Posted in Libraries on 03/30/2011 06:55 pm by jess

The Library-Lovin’ Blog Challenge continues!  As you may remember, or would know if you read this, between now and Saturday, April 2nd, I’ll donate $1 to the Louisville Free Public Library for every person who comments on this blog.  Never one to expect new results with old enticements, I thought I’d add something new to the mix: a top ten.  (Well, let’s see if I can get ten.)

Here are my top ten libraries in literature and life, in no particular order, although some favoritism may be noted toward those at the top of the stack (get it, stack?  Yuk yuk yuk.)  If you want to leave a comment, feel free to write about your favorite library, or you can just say, “I love libraries!”

1) Sunnydale High School Library, aka Buffy’s hangout, aka Giles’s lair.

I know, I’m always going on about Giles.  Not only is he incredibly sexy (The Ripper…), but hello, he’s allowing for multi-disciplinary, hands-on learning with the Scooby Gang!  Did even Jenny Calendar offer that opportunity in her classes?
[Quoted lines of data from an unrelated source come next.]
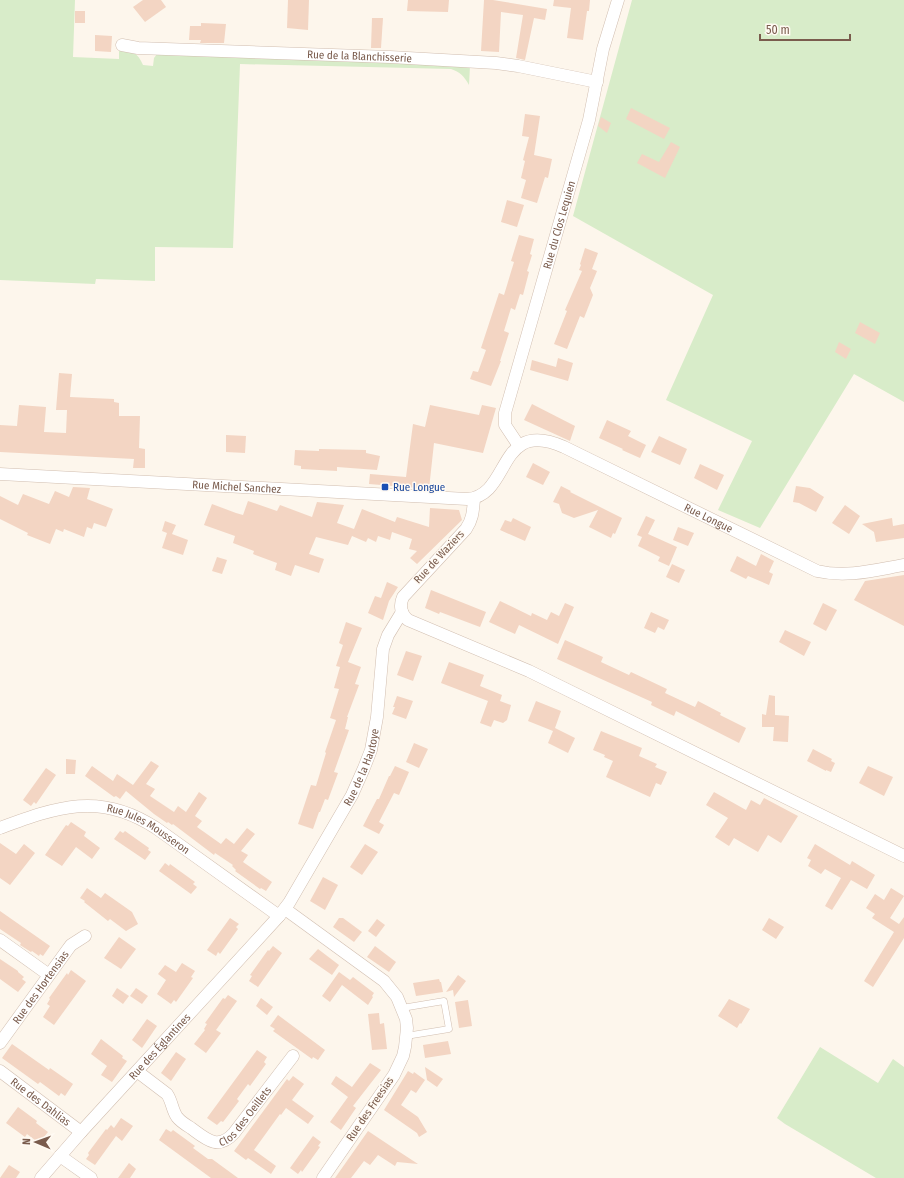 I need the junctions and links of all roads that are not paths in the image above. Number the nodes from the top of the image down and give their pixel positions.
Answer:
1 (618, 0) edge
2 (122, 45) dead end
3 (596, 82) junction
4 (519, 446) junction
5 (0, 474) edge
6 (474, 499) junction
7 (904, 565) edge
8 (402, 612) junction
9 (0, 828) edge
10 (904, 856) edge
11 (282, 913) junction
12 (85, 936) dead end
13 (0, 940) edge
14 (49, 975) junction
15 (402, 1008) junction
16 (406, 1036) junction
17 (0, 1043) edge
18 (293, 1056) dead end
19 (0, 1071) edge
20 (138, 1072) junction
21 (81, 1132) junction
22 (60, 1156) junction
23 (41, 1178) edge
24 (91, 1178) edge
25 (323, 1178) edge

1 - 3 street, Rue du Clos Lequien
2 - 3 street, Rue de la Blanchisserie
3 - 4 street, Rue du Clos Lequien
4 - 6 street
4 - 7 street, Rue Longue
5 - 6 street, Rue Michel Sanchez
6 - 8 street, Rue de Waziers
8 - 10 street
8 - 11 street, Rue de la Hautoye
9 - 11 street, Rue Jules Mousseron
11 - 15 street, Rue des Freesias
11 - 20 street, Rue des Églantines
12 - 14 street, Rue des Hortensias
13 - 14 street
14 - 17 street, Rue des Hortensias
15 - 16 street, Rue des Freesias
15 - 16 lane
16 - 25 street, Rue des Freesias
18 - 20 street, Clos des Oeillets
19 - 21 street, Rue des Dahlias
20 - 21 street, Rue des Églantines
21 - 22 street, Rue des Églantines
22 - 23 street, Rue des Églantines
22 - 24 street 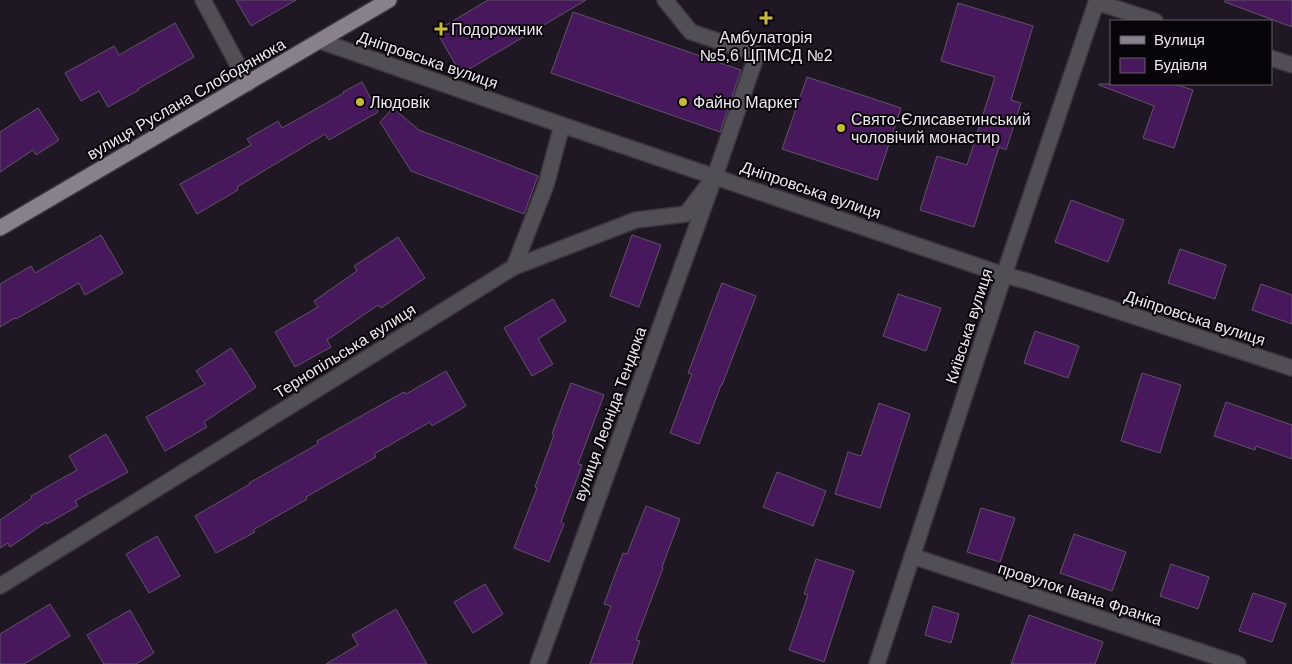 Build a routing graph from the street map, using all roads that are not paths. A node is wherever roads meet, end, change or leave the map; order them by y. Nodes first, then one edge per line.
1 (202, 0) edge
2 (389, 0) edge
3 (665, 0) edge
4 (1097, 1) edge
5 (1152, 20) edge
6 (320, 41) junction
7 (1272, 58) edge
8 (1292, 65) edge
9 (247, 84) junction
10 (562, 125) junction
11 (715, 176) junction
12 (0, 228) edge
13 (514, 267) junction
14 (1004, 274) junction
15 (1292, 368) edge
16 (912, 556) junction
17 (0, 586) edge
18 (538, 664) edge
19 (877, 664) edge
20 (1238, 664) edge

1 - 9 street
2 - 6 main road, вулиця Руслана Слободянюка
3 - 11 street, вулиця Леоніда Тендюка
4 - 5 street
4 - 14 street, Київська вулиця
6 - 9 main road, вулиця Руслана Слободянюка
6 - 10 street, Дніпровська вулиця
7 - 8 street
9 - 12 main road, вулиця Руслана Слободянюка
10 - 11 street, Дніпровська вулиця
10 - 13 street
11 - 13 street, Тернопільська вулиця
11 - 14 street, Дніпровська вулиця
11 - 18 street, вулиця Леоніда Тендюка
13 - 17 street, Тернопільська вулиця
14 - 15 street, Дніпровська вулиця
14 - 16 street, Київська вулиця
16 - 19 street, Київська вулиця
16 - 20 street, провулок Івана Франка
I think not.

2) The Hogwarts Library

Best collection ever, and the books that snap shut on your nose?  Fun to read about, and the fact that the librarian, Madam Pince, never wants anyone handling the books always makes me laugh.  I think she should get a spin-off series.

3) The libe in Library Lion by my friend Michelle (Mikki) Knudsen.

One of those great books where an animal is indispensable.  Plus, kudos to Madam Merriweather, the librarian, who sticks up for her feline friend.  And kudos to Mikki, who wrote this NYTimes best-seller!  (I can’t believe I know a best-seller!  Two, actually, but that’s another story.)

4) New York Public Library as portrayed in Breakfast at Tiffany’s.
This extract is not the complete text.